自転車販売業を営む、父(久芳)、母(政子)の次男として生まれる。子供の頃から遊び場は紀ノ川で川遊びの中で水泳を覚える。

昭和24年

 

中学2年

水泳部に入部し、紀ノ川や前畑記念プールで本格的水泳練習を始める。

昭和25年

 

中学3年

和歌山県選手権大会100・200平泳優勝。
全国ジュニア・レクリエーション大会200平泳3位

昭和26年

 

橋本高校1年

和歌山県選手権大会100・200平泳優勝
近畿高校大会 100平泳優勝 最終予選会5位
関西選手権 100平泳優勝 200平泳優勝(2.31.0)
全国高校大会 100平泳優勝1.17.4(日新) 200平泳優勝2.34.6(日新)
国民体育大会 100平泳優勝(日新) 200平泳優勝

昭和28年

 

橋本高校3年

  全国高校大会 100・200平泳優勝
  国民体育大会(高知) 200平泳優勝
  日本選手権 200平泳3位

昭和29年

 

大学1年

第2回アジア大会予選 200平泳優勝 2.35.6(日新)
第2回アジア大会 200平泳2位 2.42.0
ハワイ招待国際大会 100平泳 優勝 200平泳 優勝
日本選手権 100平泳 2位 1.19.4 200平泳 優勝 2.41.4
全日本学生大会 100平泳 2位 1.12.6 200平泳 3位 2.41.2

昭和30年

 

大学2年

 日本選手権 100平泳優勝 1.12.2 200平泳ぎ 優勝 2.36.0
 日米大会(神宮) 100平泳 優勝 1.10.50 200平泳 優勝 2.33.7(世新)
 日米大会(大阪) 400メドレーリレー 優勝 4.15.0(世新)(長谷、古川、石本、古賀)
 全日本学生大会 100平泳優勝 1.10.6 200平泳優勝 3.34.9

昭和31年

 

大学3年

日本選手権 100平泳 優勝1.10.17 200平泳 優勝2.35.0
全日本学生大会 100平泳 優勝1.10.7 200平泳 優勝2.33.2(世新)
第16回メルボルンオリンピック 200平泳 優勝金メダル2.34.7(大新)

昭和32年

 

大学4年

日本選手権 100平泳 優勝1.14.7 200平泳 優勝2.34.7
全日本学生大会 100平泳 優勝1.13.3 200平泳 優勝2.41.0
400メドレーリレー 優勝4.17.8(世新) (富田、古川、石本、石原)

昭和33年

 

第3回アジア大会日本選手団旗手

 

第3回アジア大会(東京)

200平泳 優勝2.44.0
400メドレーリレー 優勝4.17.2(世新)

ロサンゼルス招待国際大会

100平泳 優勝1.14.2 200平泳 優勝2.44.3
400メドレーリレー 優勝4.16.7(世新)(長谷、古川、石本、古賀)

ワイキキ・ナカマ記念大会

100平泳 優勝1.14.9 200平泳 優勝2.46.36
400メドレーリレー 優勝4.17.2(世新)

 以上古川選手の戦跡は見事なものである。
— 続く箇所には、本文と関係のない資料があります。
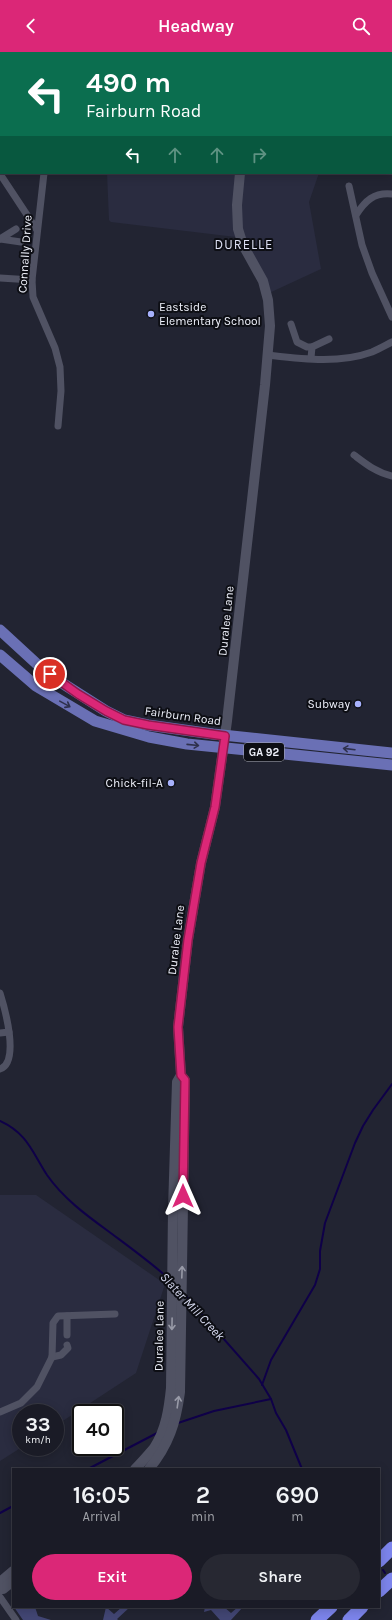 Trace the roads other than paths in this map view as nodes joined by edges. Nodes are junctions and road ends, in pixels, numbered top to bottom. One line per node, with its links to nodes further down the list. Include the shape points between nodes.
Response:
1 (0, 174): 8 (street)
2 (44, 174): 8 (street, Connally Drive)
3 (240, 174): 18 (street, Duralee Lane, via 238,229 243,245 263,281 268,300)
4 (349, 186): 6 (street)
5 (392, 194): 6 (street, via 375,195 368,199)
6 (356, 216): 13 (street, via 372,274)
7 (16, 229): 9 (street)
8 (37, 230): 12 (street, Connally Drive)
9 (0, 239): 10 (street)
10 (21, 242)
11 (0, 278): 12 (street)
12 (32, 280): 20 (street, Connally Drive, via 32,297 55,348 60,368 62,391)
13 (392, 317)
14 (291, 324): 17 (street, via 297,342)
15 (329, 339): 17 (street)
16 (392, 342): 19 (street, via 373,352 357,356 336,359)
17 (312, 347): 19 (street)
18 (268, 353): 19 (street, via 298,354); 26 (street, Duralee Lane)
19 (311, 358)
20 (58, 426)
21 (354, 455): 22 (street, via 374,470)
22 (392, 476)
23 (0, 630): 24 (main road, GA 92)
24 (14, 643): 25 (main road, Fairburn Road); 26 (main road, Fairburn Road / GA 92, via 62,683 124,720)
25 (0, 656): 27 (main road, Fairburn Road / GA 92, one-way to 27, via 36,686 95,721 162,740)
26 (225, 736): 27 (street, Duralee Lane); 28 (main road, Fairburn Road / GA 92, one-way to 26)
27 (224, 748): 29 (main road, Fairburn Road / GA 92); 34 (street, Duralee Lane, via 215,807 201,863 188,940 178,1027)
28 (392, 753)
29 (392, 765)
30 (0, 996): 31 (street)
31 (9, 1032): 32 (street); 33 (street, via 9,1060)
32 (0, 1033)
33 (3, 1068)
34 (181, 1075): 41 (street, Duralee Lane, one-way to 41, via 177,1082 171,1388 168,1415 159,1439); 42 (street, Duralee Lane, one-way to 34, via 167,1443 180,1392 185,1080)
35 (115, 1314): 36 (street)
36 (67, 1316): 37 (street); 39 (street, via 58,1316 53,1323)
37 (67, 1335)
38 (68, 1345): 39 (street, via 62,1355)
39 (52, 1357): 40 (street, via 37,1387 20,1403)
40 (0, 1412)
41 (136, 1468)
42 (150, 1468)
43 (392, 1548): 44 (highway)
44 (380, 1560)
45 (9, 1575): 47 (street); 48 (street, via 3,1589)
46 (392, 1579): 49 (highway)
47 (0, 1582)
48 (0, 1589)
49 (380, 1590)
50 (0, 1597): 53 (street)
51 (329, 1608): 54 (highway)
52 (361, 1608): 55 (highway)
53 (16, 1620)
54 (317, 1620)
55 (349, 1620)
得意の潜水泳法を駆使して見事な成績を収める一躍世界の檜舞台に登場した。日本水泳界の雄、日本大学をして日本一水泳部の全盛期を確立した。その努力と活躍は大変なもので古川選手ならではとの思いを新たにする。

 然しこの見事な潜水泳法は僅か2年後FINA規約改正に伴い禁止されることとなった。まことに残念至極と言わざるを得ない。かくして古川選手のトレードマークの潜水泳法も2年の短期間でピリオドを打たざるを得なくなったのである。

 古川選手が敬愛する大先輩の前畑秀子選手とは奇しくも同郷、しかも隣組の橋本市古佐田生まれで二人は豆腐屋の長女前畑さんと自転車屋の二男坊の古川君と同じ様に紀ノ川で遊び、紀ノ川で水泳を覚え、同じく平泳ぎ選手として、共に、世界新記録保持者となりオリンピックチャンピオンの王座に着いた。実に宜なるかなと言わざるを得ない。只大先輩前畑さんより2年も早く、平成5年50才半ばの若さで此の世を先立つ運命となったとは何たる皮肉か?……いかにも早や過ぎる。栄光に輝いた彼は大学卒業以後、次の栄光を夢見て、大丸百貨店に入社今後は人生のチャンピオンを夢見て頑張っていたさなかの出来事だった。正に壮絶な人生の幕切れであった。それにしても残念でならない。大先輩前畑さん共々冥福をお祈りする次第である。残された友子夫人、遺児の前途多幸を願って筆を置くこととする。